Furthermore, our research suggested that the COVID-19 pandemic, along with social isolation measures, has definitely affected the mental health of the general population in our country. Hopefully, some interventions can be initiated to improve the mental health of Ecuadorians during the pandemic. The first step should be to raise awareness of the current mental health issues due to the COVID-19 pandemic to provide information and guidelines to help identify individuals in need of appropriate help.

Online psychological assistance and telephone counseling should be provided to address this issue [39]. In addition, cognitive behavioral therapy (CBT) does not always require the assistance of a mental health professional [18], which makes this a cost-effective intervention. Our study identified high-risk groups, such as females, students, young adults, unmarried people, and individuals with COVID-19 symptoms, who were found to be more vulnerable to greater psychological impact.
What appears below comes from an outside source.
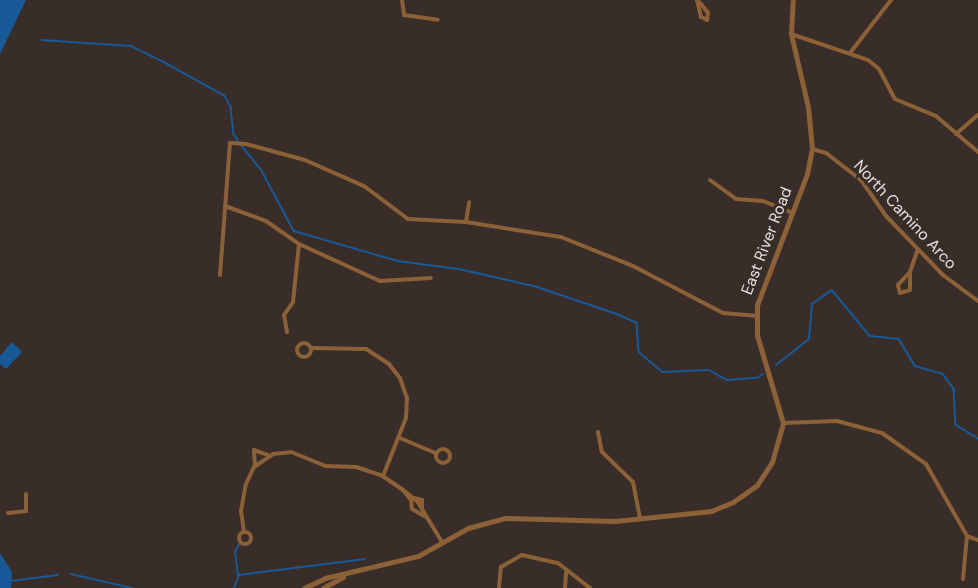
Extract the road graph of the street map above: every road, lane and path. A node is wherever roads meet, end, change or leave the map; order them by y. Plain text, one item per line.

Based on this, we recommend that educational institutions and workplaces arrange psychological tests to determine the mental health status of their students and workers, especially females, thereby identifying who is in need of further psychological support.

One of the main strengths of this study was that it included a relatively large sample. However, with regard to the interpretation of our findings, there are several limitations worth mentioning. First, we adopted the snowball sampling method due to limitations with regard to time and resources. This prevented our study population from being randomly selected and led to an oversampling of participants from a particular region (Guayas/Guayaquil). Additionally, young individuals accounted for a significant proportion of our sample, which may be due to the use of social media as the primary broadcast channel for the survey. Furthermore, our results could be different in other Latin American countries, limiting the generalizability of our results. Another major limitation was that the levels of depression, anxiety, and stress were self-reported by the respondents. Finally, due to the large number of asymptomatic patients and the lack of widespread COVID-19 testing in the early stages of the pandemic, it is possible that a considerable number of the respondents had been infected with SARS-CoV-2 but were unaware of that fact at the time of the survey. Nevertheless, our findings provide valuable information about mental health in a Latin American country during the social isolation period of the current COVID-19 pandemic.

Conclusion

Social isolation measures in Ecuador during the COVID-19 pandemic have negatively impacted individuals and disrupted their lives. Approximately one-third of the sample population had mental health problems, with females, younger individuals and students experiencing more severe negative psychological impacts. The design and early implementation of tailored strategies and physiological interventions could help avoid more severe problems. More research will be needed to evaluate these early interventions and the long-term benefits.